** Activity **
In the entries below, filter for the word "lane" and copy every matching line.

** Provided entries **
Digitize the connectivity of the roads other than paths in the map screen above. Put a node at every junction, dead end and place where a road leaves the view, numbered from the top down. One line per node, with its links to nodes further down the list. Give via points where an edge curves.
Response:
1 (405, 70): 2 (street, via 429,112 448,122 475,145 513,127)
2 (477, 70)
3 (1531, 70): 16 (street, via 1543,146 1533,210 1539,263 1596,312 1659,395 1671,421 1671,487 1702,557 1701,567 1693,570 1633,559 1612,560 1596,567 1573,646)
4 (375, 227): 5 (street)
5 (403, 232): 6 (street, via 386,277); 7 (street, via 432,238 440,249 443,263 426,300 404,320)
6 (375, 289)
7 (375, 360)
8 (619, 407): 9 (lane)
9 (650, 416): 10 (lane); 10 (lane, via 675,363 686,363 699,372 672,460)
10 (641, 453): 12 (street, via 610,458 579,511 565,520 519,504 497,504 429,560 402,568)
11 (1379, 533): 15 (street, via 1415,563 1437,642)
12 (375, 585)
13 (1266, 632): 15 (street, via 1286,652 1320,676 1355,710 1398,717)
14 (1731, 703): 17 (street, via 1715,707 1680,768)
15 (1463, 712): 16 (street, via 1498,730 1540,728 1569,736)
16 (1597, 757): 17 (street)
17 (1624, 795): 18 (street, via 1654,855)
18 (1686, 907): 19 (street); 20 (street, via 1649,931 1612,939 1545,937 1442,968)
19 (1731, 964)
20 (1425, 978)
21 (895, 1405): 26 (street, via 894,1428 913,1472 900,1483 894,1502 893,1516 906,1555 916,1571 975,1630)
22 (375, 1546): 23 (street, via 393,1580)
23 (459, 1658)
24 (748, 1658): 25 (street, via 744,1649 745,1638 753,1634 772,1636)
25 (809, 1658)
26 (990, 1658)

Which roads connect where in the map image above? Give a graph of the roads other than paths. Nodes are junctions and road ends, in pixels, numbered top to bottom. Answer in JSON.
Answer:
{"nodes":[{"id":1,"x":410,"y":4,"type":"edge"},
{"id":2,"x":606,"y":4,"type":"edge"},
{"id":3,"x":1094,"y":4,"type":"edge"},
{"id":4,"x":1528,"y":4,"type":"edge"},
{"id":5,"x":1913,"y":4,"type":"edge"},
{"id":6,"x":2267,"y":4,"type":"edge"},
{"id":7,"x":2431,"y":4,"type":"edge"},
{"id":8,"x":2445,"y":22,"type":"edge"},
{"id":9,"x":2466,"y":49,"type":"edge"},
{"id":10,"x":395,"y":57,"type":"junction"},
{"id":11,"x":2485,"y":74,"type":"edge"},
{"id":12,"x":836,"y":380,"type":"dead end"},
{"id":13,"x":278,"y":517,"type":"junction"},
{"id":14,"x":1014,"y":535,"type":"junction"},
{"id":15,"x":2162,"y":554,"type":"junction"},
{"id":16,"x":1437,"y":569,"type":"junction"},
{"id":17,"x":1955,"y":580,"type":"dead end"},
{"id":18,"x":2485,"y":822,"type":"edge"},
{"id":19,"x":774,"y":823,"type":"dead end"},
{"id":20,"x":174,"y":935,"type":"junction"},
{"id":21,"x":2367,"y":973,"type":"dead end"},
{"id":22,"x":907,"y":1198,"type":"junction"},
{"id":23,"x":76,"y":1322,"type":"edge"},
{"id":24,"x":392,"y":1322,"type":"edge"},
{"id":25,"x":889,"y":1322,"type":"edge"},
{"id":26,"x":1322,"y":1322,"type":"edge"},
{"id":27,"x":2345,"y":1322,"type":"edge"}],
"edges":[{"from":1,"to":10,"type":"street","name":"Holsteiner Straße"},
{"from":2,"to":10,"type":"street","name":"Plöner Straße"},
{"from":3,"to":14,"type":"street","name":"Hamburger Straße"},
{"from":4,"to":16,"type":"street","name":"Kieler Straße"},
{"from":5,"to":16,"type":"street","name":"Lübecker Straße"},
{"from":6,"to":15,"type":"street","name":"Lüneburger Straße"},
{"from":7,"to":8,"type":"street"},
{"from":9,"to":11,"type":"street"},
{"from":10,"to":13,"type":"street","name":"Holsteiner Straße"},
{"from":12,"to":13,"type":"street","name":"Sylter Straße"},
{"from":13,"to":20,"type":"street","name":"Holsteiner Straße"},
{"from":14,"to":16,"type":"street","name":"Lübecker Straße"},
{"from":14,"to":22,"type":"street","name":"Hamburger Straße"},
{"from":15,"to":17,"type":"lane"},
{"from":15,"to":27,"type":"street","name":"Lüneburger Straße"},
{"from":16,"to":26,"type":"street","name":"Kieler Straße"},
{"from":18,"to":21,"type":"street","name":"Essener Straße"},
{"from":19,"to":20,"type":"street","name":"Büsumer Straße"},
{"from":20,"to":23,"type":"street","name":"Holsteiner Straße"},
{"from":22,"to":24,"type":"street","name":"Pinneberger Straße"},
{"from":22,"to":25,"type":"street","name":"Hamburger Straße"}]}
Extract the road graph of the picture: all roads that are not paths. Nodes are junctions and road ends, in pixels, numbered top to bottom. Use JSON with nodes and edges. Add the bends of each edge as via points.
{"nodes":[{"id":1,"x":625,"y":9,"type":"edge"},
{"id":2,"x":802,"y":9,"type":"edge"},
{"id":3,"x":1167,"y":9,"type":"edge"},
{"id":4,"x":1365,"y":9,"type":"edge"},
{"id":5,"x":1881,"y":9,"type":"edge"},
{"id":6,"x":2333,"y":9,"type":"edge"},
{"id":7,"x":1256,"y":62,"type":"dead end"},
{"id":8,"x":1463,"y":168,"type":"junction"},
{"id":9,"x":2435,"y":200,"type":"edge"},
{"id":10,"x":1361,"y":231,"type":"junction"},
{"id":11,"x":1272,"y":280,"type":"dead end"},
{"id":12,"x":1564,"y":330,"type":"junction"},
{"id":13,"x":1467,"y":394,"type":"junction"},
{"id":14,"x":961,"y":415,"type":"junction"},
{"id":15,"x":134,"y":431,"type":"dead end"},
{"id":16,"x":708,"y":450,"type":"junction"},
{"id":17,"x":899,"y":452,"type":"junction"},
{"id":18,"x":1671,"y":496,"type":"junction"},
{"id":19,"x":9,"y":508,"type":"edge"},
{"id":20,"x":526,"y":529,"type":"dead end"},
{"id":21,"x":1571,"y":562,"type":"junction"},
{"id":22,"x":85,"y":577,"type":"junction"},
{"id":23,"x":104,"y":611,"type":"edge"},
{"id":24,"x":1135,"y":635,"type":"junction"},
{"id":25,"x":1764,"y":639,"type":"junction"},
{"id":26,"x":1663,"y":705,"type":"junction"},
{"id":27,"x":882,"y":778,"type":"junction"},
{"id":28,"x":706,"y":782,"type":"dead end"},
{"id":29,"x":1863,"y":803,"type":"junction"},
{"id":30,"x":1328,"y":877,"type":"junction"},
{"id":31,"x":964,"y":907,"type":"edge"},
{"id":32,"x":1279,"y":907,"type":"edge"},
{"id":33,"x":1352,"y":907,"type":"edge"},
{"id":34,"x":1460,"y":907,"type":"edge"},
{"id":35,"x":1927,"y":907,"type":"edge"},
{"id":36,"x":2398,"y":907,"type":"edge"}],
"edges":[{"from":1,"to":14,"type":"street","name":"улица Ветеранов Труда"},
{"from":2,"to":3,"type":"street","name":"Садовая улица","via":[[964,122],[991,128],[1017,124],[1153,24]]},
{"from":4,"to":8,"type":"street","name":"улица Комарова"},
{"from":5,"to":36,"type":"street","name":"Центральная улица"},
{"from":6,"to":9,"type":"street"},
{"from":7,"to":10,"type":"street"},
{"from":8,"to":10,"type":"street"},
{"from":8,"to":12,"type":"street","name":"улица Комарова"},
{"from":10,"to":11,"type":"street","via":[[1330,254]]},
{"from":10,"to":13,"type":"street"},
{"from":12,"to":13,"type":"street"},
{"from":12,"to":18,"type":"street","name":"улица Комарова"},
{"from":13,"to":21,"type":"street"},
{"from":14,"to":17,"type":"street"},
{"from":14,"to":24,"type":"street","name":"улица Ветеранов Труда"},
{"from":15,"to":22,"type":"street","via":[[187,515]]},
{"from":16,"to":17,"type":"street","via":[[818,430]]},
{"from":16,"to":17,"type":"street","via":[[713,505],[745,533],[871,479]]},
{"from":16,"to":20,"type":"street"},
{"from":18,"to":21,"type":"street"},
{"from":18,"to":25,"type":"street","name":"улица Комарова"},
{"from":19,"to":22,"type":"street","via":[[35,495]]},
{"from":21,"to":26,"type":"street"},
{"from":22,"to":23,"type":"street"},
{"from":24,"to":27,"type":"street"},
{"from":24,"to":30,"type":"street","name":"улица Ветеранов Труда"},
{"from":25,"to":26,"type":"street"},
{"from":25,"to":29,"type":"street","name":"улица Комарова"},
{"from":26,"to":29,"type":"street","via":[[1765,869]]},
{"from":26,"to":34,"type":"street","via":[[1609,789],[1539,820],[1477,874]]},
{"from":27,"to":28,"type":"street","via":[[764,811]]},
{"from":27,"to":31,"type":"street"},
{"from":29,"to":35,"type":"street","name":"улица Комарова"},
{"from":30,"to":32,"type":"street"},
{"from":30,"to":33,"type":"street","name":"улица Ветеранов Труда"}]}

** Answer for the task **
8 (619, 407): 9 (lane)
9 (650, 416): 10 (lane); 10 (lane, via 675,363 686,363 699,372 672,460)
{"from":15,"to":17,"type":"lane"},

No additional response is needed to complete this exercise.